Spotify, è online Loud & Clear: ‘Più chiarezza sull’economia dello streaming’

Il vicepresidente Charlie Hellman presenta il nuovo sito e ammette: ‘Siamo stati troppo pacati nell’affrontare pubblicamente questo argomento’
Spotify, è online Loud & Clear: ‘Più chiarezza sull’economia dello streaming’

Si chiama Loud & Clear il nuovo sito inaugurato oggi da Spotify che promette di aumentare la trasparenza circa le dinamiche di distribuzione e ripartizione dei guadagni maturati dagli artisti sulla popolare piattaforma di streaming musicali.

“Siamo del tutto convinti che gli artisti meritino più chiarezza sul funzionamento dell’economia dello streaming”, ha spiegato il vicepresidente di Spotify Charlie Hellman in un’intervista concessa a margine della presentazione della nuova pagina: “Dai noi i pagamenti agli artisti e come funzionano sono argomenti di discussione quotidiani, ma credo che per certi versi siamo stati troppo pacati nei confronti dei nostri interlocutori esterni, sull’argomento. E’ una cosa complessa, e questo ha creato una situazione che sta creando molte discussioni. Loud & Clear è un grande passo avanti per noi per aumentare la trasparenza”.

L’iniziativa, secondo Hellman, vuole essere un acceleratore nel dibattito sulle modalità di retribuzione degli artisti, che vedono i primi 500 artisti presenti sulla piattaforma generare circa un miliardo e 850 milioni di dollari di royalties, ovvero il 37% del totale corrisposto dal servizio ai propri partner, tra i quali figurano anche 286mila artisti indipendenti che - da soli - “valgono” 1 miliardo e 170 milioni di diritti, ovvero il 23,5% del totale: “Una delle cose che ci è molto chiara è che oggi ci sono più artisti che mai che riescono ad affermarsi nell’industria musicale. Il numero di artisti che riescono a ottenere un considerevole successo è molto alto, e in rapido aumento”.

A conti fatti, quanti artisti riescono a ottenere dei compensi significativi grazie alla proprie presenza sul servizio guidato da Daniel Ek? Secondo i dati comunicati oggi da Spotify, 13.400 artisti, nel 2020, hanno guadagnato 50mila dollari (cifra presa come parametro di riferimento, corrispondendo al salario medio di un lavoratore americano) o più grazie agli stream del proprio catalogo: di questi 13mila e più artisti, tuttavia, solo 7800 hanno guadagnato più di 100mila dollari. 1820 sono stati capaci di raggiungere o superare i 500mila dollari, e solo 870 un milione.

Tra i temi più caldi concernenti il pagamento degli artisti sui DSP c’è quello del sistema di retribuzione: mentre Soundcloud sta aprendo ai modelli UCPS, Spotify è ancorato al modello pro-rata.
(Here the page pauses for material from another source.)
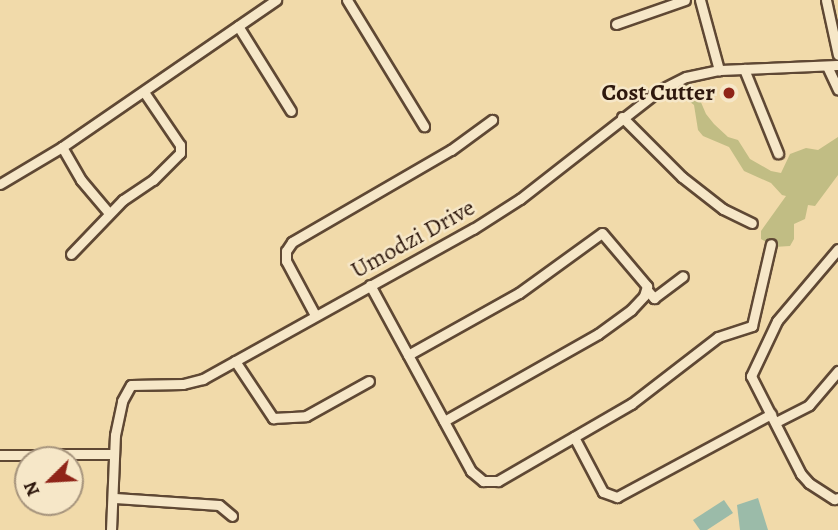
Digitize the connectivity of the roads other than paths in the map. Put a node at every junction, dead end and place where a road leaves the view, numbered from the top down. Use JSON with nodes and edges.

Modello che la società, al momento, difende, pur professandosi laica nei confronti di un eventuale cambiamento. “La ricerca che abbiamo esaminato suggerisce che, a oggi, un passaggio ai pagamenti incentrati sull'utente non andrebbe a vantaggio degli artisti tanto quanto molti avrebbero sperato in origine”, si chiarisce in una della FAQ di Loud& Clear: “Siamo disposti a passare a un modello incentrato sui pagamenti incentrati sull'utente se questo è che artisti, cantautori e titolari dei diritti vogliono fare. Tuttavia, Spotify non può prendere questa decisione da sola: un provvedimento del genere richiede un ampio allineamento del settore per implementare questo cambiamento”.